However, that of course is unrelated to a cooking blog. So what did we cook?

Well for the bake sale, Nana Jenny made my mini banana muffins decorated with cornflowers. Whereas I contributed a super sized batch of Joyous’ Famous (round these parts) Mint Yoghurt Mayo.

The wifey originally whipped up this recipe for one of my birthday garden soirées, to dip little smoked fish fritters and vegie crudités in. It is so simple and delicious that it’s become a staple dip around here.

For the School Carnival we made it to go in the Lamb Baps, and it also went well with the incredible fresh Snapper burgers and on the prawn skewers. We are lucky that our school is located opposite one of NZ’s best fisheries so they donated loads of fresh fish to be auctioned and sold.

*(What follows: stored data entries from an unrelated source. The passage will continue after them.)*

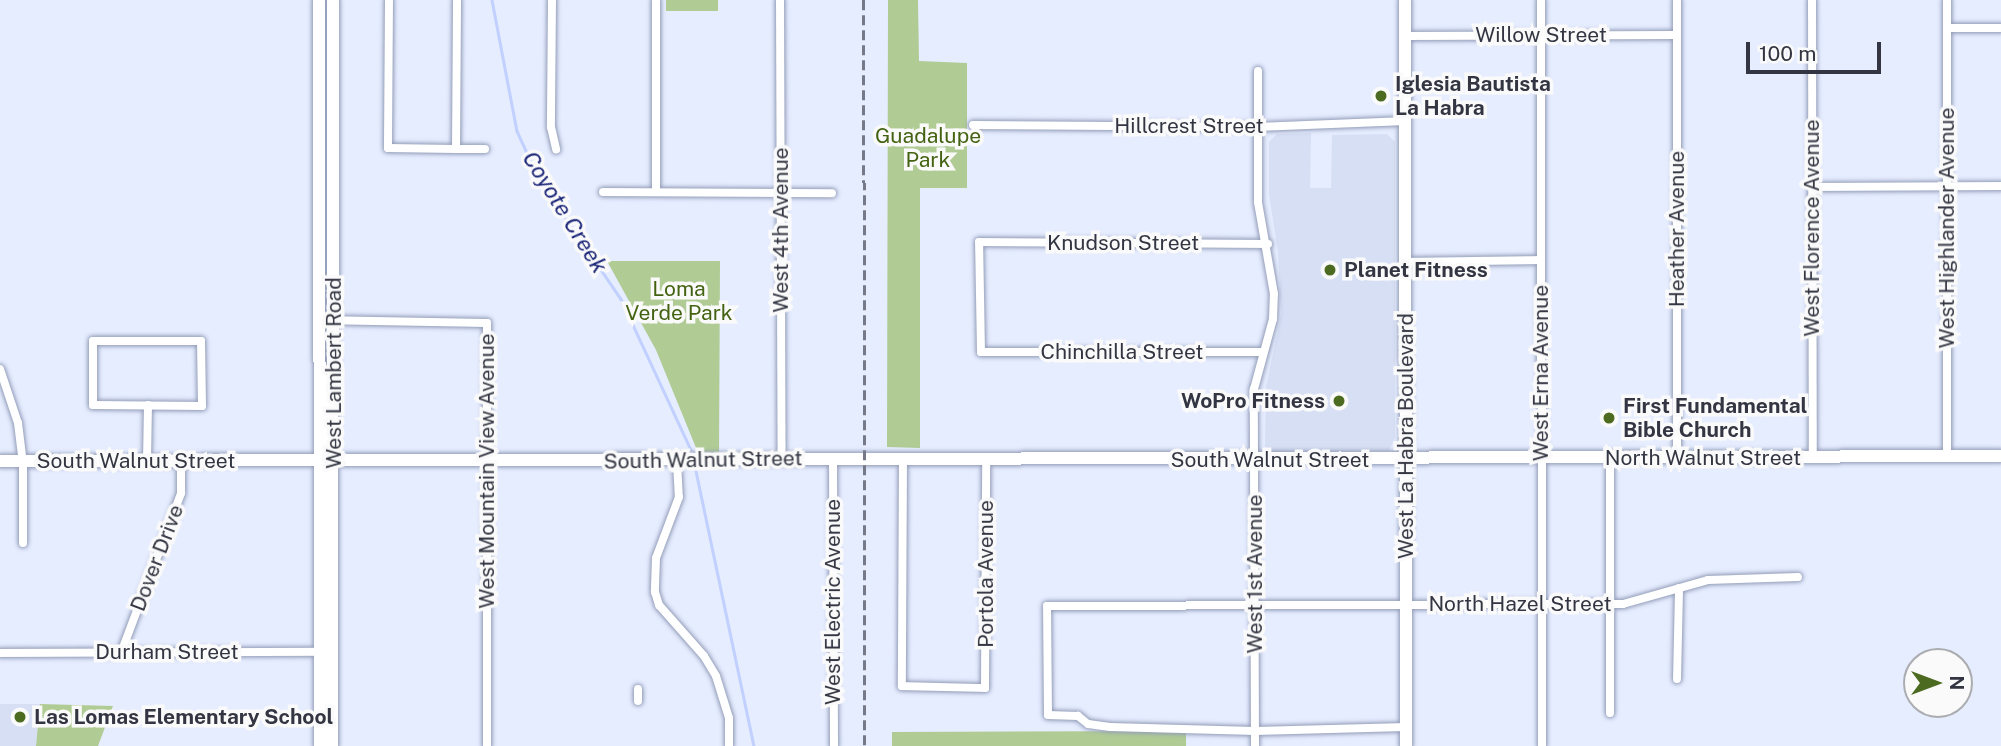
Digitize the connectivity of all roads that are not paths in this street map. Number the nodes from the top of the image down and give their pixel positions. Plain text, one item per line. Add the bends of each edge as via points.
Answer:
1 (318, 0) edge
2 (334, 0) edge
3 (388, 0) edge
4 (457, 0) edge
5 (552, 0) edge
6 (656, 0) edge
7 (780, 0) edge
8 (1405, 0) edge
9 (1541, 0) edge
10 (1677, 0) edge
11 (1812, 0) edge
12 (1947, 0) edge
13 (2001, 28) edge
14 (1947, 29) junction
15 (1541, 35) junction
16 (1677, 35) junction
17 (1405, 36) junction
18 (1258, 71) dead end
19 (1406, 121) junction
20 (972, 125) dead end
21 (1258, 127) junction
22 (456, 149) junction
23 (485, 149) dead end
24 (556, 149) dead end
25 (1947, 186) junction
26 (2001, 186) edge
27 (1812, 187) junction
28 (603, 192) dead end
29 (656, 192) junction
30 (780, 193) junction
31 (832, 193) dead end
32 (1268, 244) junction
33 (1541, 260) junction
34 (1406, 262) junction
35 (319, 320) junction
36 (334, 320) junction
37 (981, 352) joint
38 (1262, 352) junction
39 (0, 369) edge
40 (148, 405) junction
41 (2001, 456) edge
42 (1813, 457) junction
43 (1947, 457) junction
44 (1611, 458) junction
45 (1677, 458) junction
46 (833, 459) junction
47 (903, 459) junction
48 (1255, 459) junction
49 (1406, 459) junction
50 (1541, 459) junction
51 (782, 460) junction
52 (986, 460) junction
53 (0, 461) edge
54 (23, 461) junction
55 (147, 461) junction
56 (318, 461) junction
57 (335, 461) junction
58 (488, 461) junction
59 (181, 462) junction
60 (677, 462) junction
61 (23, 544) dead end
62 (1798, 577) dead end
63 (1679, 588) junction
64 (1542, 603) junction
65 (1611, 603) junction
66 (1406, 604) junction
67 (1255, 605) junction
68 (318, 652) junction
69 (334, 652) junction
70 (0, 653) edge
71 (121, 653) junction
72 (1676, 679) dead end
73 (638, 689) dead end
74 (638, 701) dead end
75 (1611, 713) dead end
76 (1406, 727) junction
77 (1255, 731) junction
78 (320, 746) edge
79 (332, 746) edge
80 (487, 746) edge
81 (729, 746) edge
82 (834, 746) edge
83 (1255, 746) edge
84 (1406, 746) edge
85 (1542, 746) edge

1 - 35 main road, West Lambert Road
2 - 36 main road, West Lambert Road
3 - 22 street via 388,148
4 - 22 street
5 - 24 street via 551,127
6 - 29 street
7 - 30 street, West 4th Avenue
8 - 17 main road, West La Habra Boulevard
9 - 15 street, West Erna Avenue
10 - 16 street, Heather Avenue
11 - 27 street, West Florence Avenue
12 - 14 street, West Highlander Avenue
13 - 14 street
14 - 25 street, West Highlander Avenue
15 - 16 street, Willow Street
15 - 17 street, Willow Street
15 - 33 street, West Erna Avenue
16 - 45 street, Heather Avenue
17 - 19 main road, West La Habra Boulevard
18 - 21 street, West 1st Avenue
19 - 21 street, Hillcrest Street
19 - 34 main road, West La Habra Boulevard
20 - 21 street, Hillcrest Street
21 - 32 street, West 1st Avenue via 1258,202
22 - 23 street
25 - 26 street
25 - 27 street
25 - 43 street, West Highlander Avenue
27 - 42 street, West Florence Avenue
28 - 29 street
29 - 30 street
30 - 31 street
30 - 51 street, West 4th Avenue
32 - 37 street, Knudson Street via 979,242
32 - 38 street, West 1st Avenue via 1273,319
33 - 34 street
33 - 50 street, West Erna Avenue
34 - 49 main road, West La Habra Boulevard
35 - 36 street, West Mountain View Avenue
35 - 56 main road, West Lambert Road
36 - 57 main road, West Lambert Road
36 - 58 street, West Mountain View Avenue via 487,323
37 - 38 street, Chinchilla Street
38 - 48 street, West 1st Avenue via 1254,389
39 - 54 street via 18,423
40 - 40 street via 202,406 201,341 93,341 93,405
40 - 55 street
41 - 43 main road, North Walnut Street
42 - 43 main road, North Walnut Street
42 - 45 main road, North Walnut Street
44 - 45 main road, North Walnut Street
44 - 50 main road, North Walnut Street
44 - 65 street
46 - 47 main road, South Walnut Street
46 - 51 main road, South Walnut Street
46 - 82 street, West Electric Avenue
47 - 52 main road, South Walnut Street
47 - 52 street, Portola Avenue via 902,686 985,688
48 - 49 main road, South Walnut Street
48 - 52 main road, South Walnut Street
48 - 67 street, West 1st Avenue
49 - 50 main road, North Walnut Street
49 - 66 main road, West La Habra Boulevard
50 - 64 street, West Erna Avenue
51 - 60 main road, South Walnut Street
53 - 54 main road, South Walnut Street
54 - 55 main road, South Walnut Street
54 - 61 street
55 - 59 main road, South Walnut Street
56 - 57 main road, South Walnut Street
56 - 59 main road, South Walnut Street
56 - 68 main road, West Lambert Road
57 - 58 main road, South Walnut Street
57 - 69 main road, West Lambert Road
58 - 60 main road, South Walnut Street
58 - 80 street, West Mountain View Avenue
59 - 71 street, Dover Drive via 181,493
60 - 81 street via 679,497 656,558 654,592 659,605 716,676 729,718
62 - 63 street, North Hazel Street via 1708,580
63 - 65 street, North Hazel Street
63 - 72 street
64 - 65 street, North Hazel Street
64 - 66 street, North Hazel Street
64 - 85 street, West Erna Avenue
65 - 75 street
66 - 67 street, North Hazel Street
66 - 76 main road, West La Habra Boulevard
67 - 77 street, West 1st Avenue
67 - 77 street, North Hazel Street via 1047,606 1048,715 1078,716 1088,724 1110,727
68 - 69 street, Durham Street
68 - 71 street, Durham Street
68 - 78 main road, West Lambert Road
69 - 79 main road, West Lambert Road
70 - 71 street, Durham Street
73 - 74 street
76 - 77 street
76 - 84 main road, West La Habra Boulevard
77 - 83 street, West 1st Avenue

It’s a little similar to the mayo we used I the Smoked Fish Potato Salad, but with less ingredients so it’s quicker. Plus it has an altogether different taste. I’m including it here after one of the parents from the school requested the recipe.

Joyous’ Famous Mint Yoghurt Mayo

Pour into a mixing bowl about 1/2 C decent mayonnaise e.g. Best Foods or Heinz & add approximately 3/4 C of unsweetened yoghurt (thick & Greek is best).

Mix together with a few good squeezes of lemon or lime juice.

Add approximately 2 tablespoons of finely sliced fresh mint.

Plus a generous pinch or two of flaky sea salt and a few grinds of black pepper.

Stir and add more lemon, salt or mint to taste. It should have a good tang from the yoghurt and citrus.

Chill and serve.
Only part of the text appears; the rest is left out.